Adhesive bonded joints, laminated joints, and flanged connections each require controlled procedures.

Qualified workers, clean surfaces, curing control, and documented inspection reduce joint failure risk.

Impact protection should be considered where dropped tools, maintenance traffic, or cargo movement may occur.

Fire resistance and smoke requirements should follow applicable class rules and project specifications.

For scrubber-related marine services, related GRE knowledge can be reviewed through The application of GRE piping in marine scrubber systems.

1. Confirm the FPSO service medium and chemical concentration.
2. Verify design pressure, surge conditions, and temperature range.
3. Review support spacing, anchors, guides, and flexibility.
4. Define jointing procedure, curing conditions, and inspection records.
5. Check class approval, fire zone limitations, and testing requirements.

What risks and misconceptions should be avoided?

A common misconception is that corrosion resistance alone guarantees successful FPSO piping performance.

In practice, poor support design or incorrect jointing can reduce the benefit of any composite material.

Another mistake is replacing steel directly without recalculating pipe stress and movement.

GRE behaves differently from metal, especially under thermal expansion, bending, and point loading.
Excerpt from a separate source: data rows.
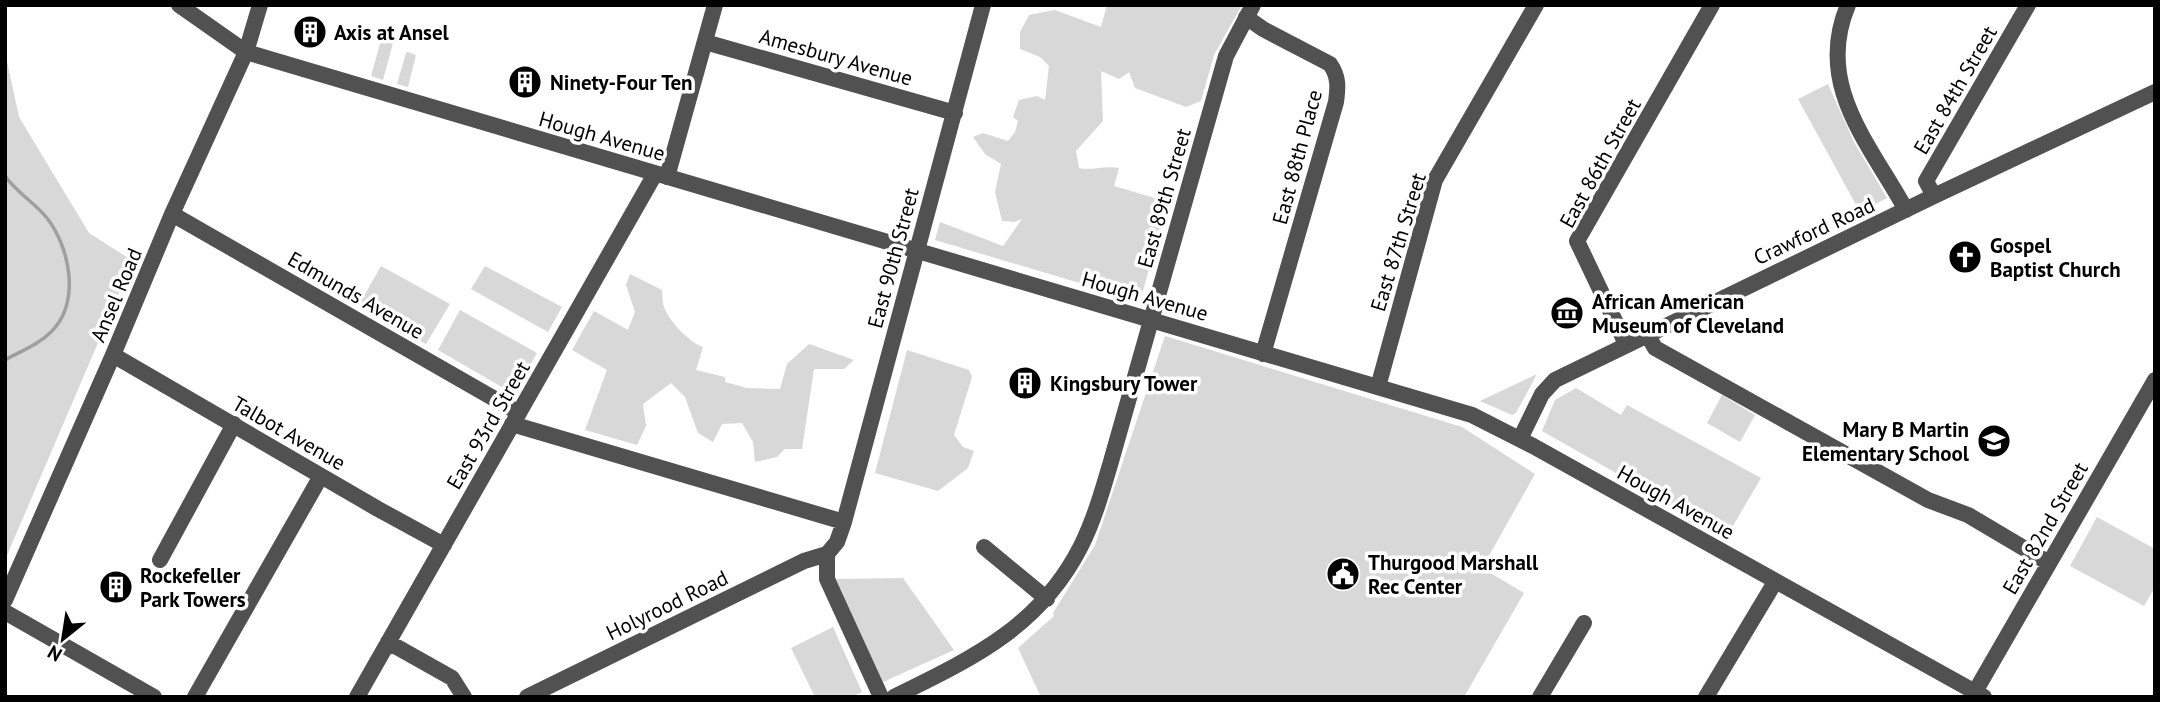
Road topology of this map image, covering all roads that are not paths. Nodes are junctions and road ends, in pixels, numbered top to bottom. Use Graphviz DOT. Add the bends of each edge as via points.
graph roads {
  1 [pos="179,5"];
  2 [pos="260,5"];
  3 [pos="715,5"];
  4 [pos="983,5"];
  5 [pos="1536,5"];
  6 [pos="1712,5"];
  7 [pos="1848,5"];
  8 [pos="2028,5"];
  9 [pos="1250,11"];
  10 [pos="705,43"];
  11 [pos="246,52"];
  12 [pos="2155,92"];
  13 [pos="956,113"];
  14 [pos="661,176"];
  15 [pos="1934,196"];
  16 [pos="1906,210"];
  17 [pos="172,214"];
  18 [pos="916,251"];
  19 [pos="1152,319"];
  20 [pos="1647,334"];
  21 [pos="1626,344"];
  22 [pos="1263,354"];
  23 [pos="113,355"];
  24 [pos="2155,380"];
  25 [pos="1378,387"];
  26 [pos="516,418"];
  27 [pos="234,424"];
  28 [pos="1520,439"];
  29 [pos="321,476"];
  30 [pos="844,522"];
  31 [pos="444,545"];
  32 [pos="984,547"];
  33 [pos="827,554"];
  34 [pos="160,560"];
  35 [pos="2049,563"];
  36 [pos="1776,582"];
  37 [pos="1047,599"];
  38 [pos="5,600"];
  39 [pos="5,612"];
  40 [pos="1584,623"];
  41 [pos="388,642"];
  42 [pos="1977,695"];
  43 [pos="154,697"];
  44 [pos="195,697"];
  45 [pos="356,697"];
  46 [pos="464,697"];
  47 [pos="527,697"];
  48 [pos="881,697"];
  49 [pos="894,697"];
  50 [pos="1540,697"];
  51 [pos="1706,697"];
  1 -- 11 [label="street, Hough Avenue"];
  2 -- 11 [label="street, Ansel Road"];
  3 -- 10 [label="street, East 93rd Street"];
  4 -- 13 [label="street, East 90th Street"];
  5 -- 25 [label="street, East 87th Street" via="1435,180"];
  6 -- 21 [label="street, East 86th Street" via="1577,241"];
  7 -- 16 [label="street" via="1838,38 1843,92 1857,127"];
  8 -- 15 [label="street, East 84th Street" via="1926,181"];
  9 -- 19 [label="street, East 89th Street" via="1226,56"];
  9 -- 22 [label="street, East 88th Place" via="1263,29 1330,64 1338,86"];
  10 -- 13 [label="street, Amesbury Avenue"];
  10 -- 14 [label="street, East 93rd Street"];
  11 -- 14 [label="street, Hough Avenue"];
  11 -- 17 [label="street, Ansel Road"];
  12 -- 15 [label="street, Crawford Road"];
  13 -- 18 [label="street, East 90th Street"];
  14 -- 18 [label="street, Hough Avenue"];
  14 -- 26 [label="street, East 93rd Street"];
  15 -- 16 [label="street, Crawford Road"];
  16 -- 20 [label="street, Crawford Road"];
  17 -- 23 [label="street, Ansel Road"];
  17 -- 26 [label="street, Edmunds Avenue"];
  18 -- 19 [label="street, Hough Avenue"];
  18 -- 30 [label="street, East 90th Street"];
  19 -- 22 [label="street, Hough Avenue"];
  19 -- 37 [label="street, East 89th Street" via="1094,518"];
  20 -- 21 [label="street, Crawford Road"];
  20 -- 35 [label="street" via="1655,348"];
  21 -- 28 [label="street, Crawford Road" via="1548,386"];
  22 -- 25 [label="street, Hough Avenue"];
  23 -- 27 [label="street, Talbot Avenue"];
  23 -- 38 [label="street, Ansel Road"];
  24 -- 35 [label="street, East 82nd Street"];
  25 -- 28 [label="street, Hough Avenue" via="1472,415"];
  26 -- 30 [label="street, Edmunds Avenue"];
  26 -- 31 [label="street, East 93rd Street"];
  27 -- 29 [label="street, Talbot Avenue"];
  27 -- 34 [label="street"];
  28 -- 36 [label="street, Hough Avenue"];
  29 -- 31 [label="street, Talbot Avenue"];
  29 -- 44 [label="street"];
  30 -- 33 [label="street, East 90th Street"];
  31 -- 41 [label="street, East 93rd Street"];
  32 -- 37 [label="street"];
  33 -- 47 [label="street, Holyrood Road"];
  33 -- 48 [label="street" via="827,579"];
  35 -- 42 [label="street, East 82nd Street"];
  36 -- 42 [label="street, Hough Avenue"];
  36 -- 51 [label="street"];
  37 -- 49 [label="street" via="988,649"];
  39 -- 43 [label="street"];
  40 -- 50 [label="street"];
  41 -- 45 [label="street, East 93rd Street"];
  41 -- 46 [label="street" via="452,678"];
}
On an FPSO, vibration from pumps and rotating equipment should also be examined.

Flexible connectors, proper supports, and controlled nozzle loads can reduce fatigue concerns.

Incorrect storage and handling may damage pipe ends, sealing surfaces, or laminate layers before installation.

Pipe sections should be protected from impact, contamination, and excessive deformation during offshore logistics.

How can qualified manufacturing support reliable FPSO piping?

Reliable FPSO composite piping begins with stable production, controlled materials, and repeatable testing.

Shandong Ocean Pipe Technology Co., Ltd. was established in 2012 in Dezhou, Shandong, China.

The company focuses on Fiberglass Reinforced Epoxy pipe for oil, gas, shipbuilding, LNG, and chemical applications.

Its factory has 16 winding production lines and 174 sets of pipe fitting winding machines.

Winding micro control systems help improve dimensional consistency and laminate quality for GRE products.

Five static water pressure testing machines support production verification and performance inspection.

Annual GRE pipe production and testing capacity reaches 25,000 tons.

Applications include oil and gas, ship ballast piping, LNG, chemical plants, hot spring pipe, and salt production.

Experience with marine and industrial services helps support FPSO firewater, cooling, and drainage project discussions.

Project references include cooperation with major groups and shipyards in China and overseas markets.

Conclusion: when should GRE be considered for FPSO projects?

GRE pipe should be considered when an FPSO system faces seawater corrosion, difficult access, and long maintenance intervals.

Firewater, cooling, and drainage networks are common areas where composite pipe can add measurable value.

The strongest results come from matching material properties with actual service conditions and class requirements.

A practical next step is to define service data, review the FPSO layout, and compare lifecycle performance.

With proper design, manufacturing, and installation control, GRE piping can support safer and more efficient offshore operations.